However, when we move beyond headlines and examine absolute benefit, a more uncomfortable reality emerges. Even with optimal LDL-C lowering over the typical duration of modern cardiovascular trials — usually 2 to 3 years — the majority of cardiovascular events are not prevented. This ongoing burden is referred to as residual cardiovascular risk, and it represents one of the most important unmet needs in contemporary preventive cardiology.

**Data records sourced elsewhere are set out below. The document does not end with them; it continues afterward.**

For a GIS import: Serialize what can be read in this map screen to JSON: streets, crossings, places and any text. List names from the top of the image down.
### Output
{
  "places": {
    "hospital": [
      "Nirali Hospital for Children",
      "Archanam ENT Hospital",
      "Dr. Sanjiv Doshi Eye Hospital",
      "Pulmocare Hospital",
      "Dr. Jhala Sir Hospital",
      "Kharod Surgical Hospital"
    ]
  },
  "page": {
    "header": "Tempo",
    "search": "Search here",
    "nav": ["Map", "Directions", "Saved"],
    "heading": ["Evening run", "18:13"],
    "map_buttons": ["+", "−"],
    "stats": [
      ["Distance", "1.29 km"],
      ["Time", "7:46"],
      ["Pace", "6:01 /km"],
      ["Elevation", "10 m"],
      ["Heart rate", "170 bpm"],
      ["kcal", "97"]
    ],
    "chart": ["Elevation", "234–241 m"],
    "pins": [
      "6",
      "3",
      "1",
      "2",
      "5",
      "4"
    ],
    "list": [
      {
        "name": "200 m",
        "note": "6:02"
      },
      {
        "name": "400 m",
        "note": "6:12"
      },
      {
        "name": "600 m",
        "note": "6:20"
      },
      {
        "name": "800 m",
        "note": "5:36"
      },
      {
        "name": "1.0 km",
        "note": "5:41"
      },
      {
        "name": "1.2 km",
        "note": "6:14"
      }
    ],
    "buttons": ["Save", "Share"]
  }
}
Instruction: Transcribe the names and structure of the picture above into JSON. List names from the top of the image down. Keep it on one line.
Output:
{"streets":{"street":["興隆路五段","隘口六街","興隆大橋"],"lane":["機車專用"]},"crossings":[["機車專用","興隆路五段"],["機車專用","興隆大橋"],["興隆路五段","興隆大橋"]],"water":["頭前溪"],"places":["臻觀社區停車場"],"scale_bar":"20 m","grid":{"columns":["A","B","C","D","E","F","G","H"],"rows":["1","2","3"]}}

Percent of subjects experiencing a cardiovascular event in eight large statin investigations Scandinavian Simvastatin Survival Study (SSSS), Pravastatin or Atorvastatin Evaluation and Infection Therapy–Thrombolysis in Myocardial Infarction 22 (PROVE-IT 22), Heart Protection Study (HPS), Long-Term Intervention with Pravastatin in Ischaemic Disease (LIPID), Cholesterol and Recurrent Events (CARE), Treating to New Targets (TNT), Air Force/Texas Coronary Atherosclerosis Prevention Study (AFTEXCAPS), West of Scotland Coronary Prevention Study (WOSCOPS).
Average relative risk reduction was 25% and the absolute risk reduction was 3.4% illustrating the large number of subjects experiencing a cardiovascular (CV) event while on statin therapy with reduced LDL-C values. (Modified from reference (1)).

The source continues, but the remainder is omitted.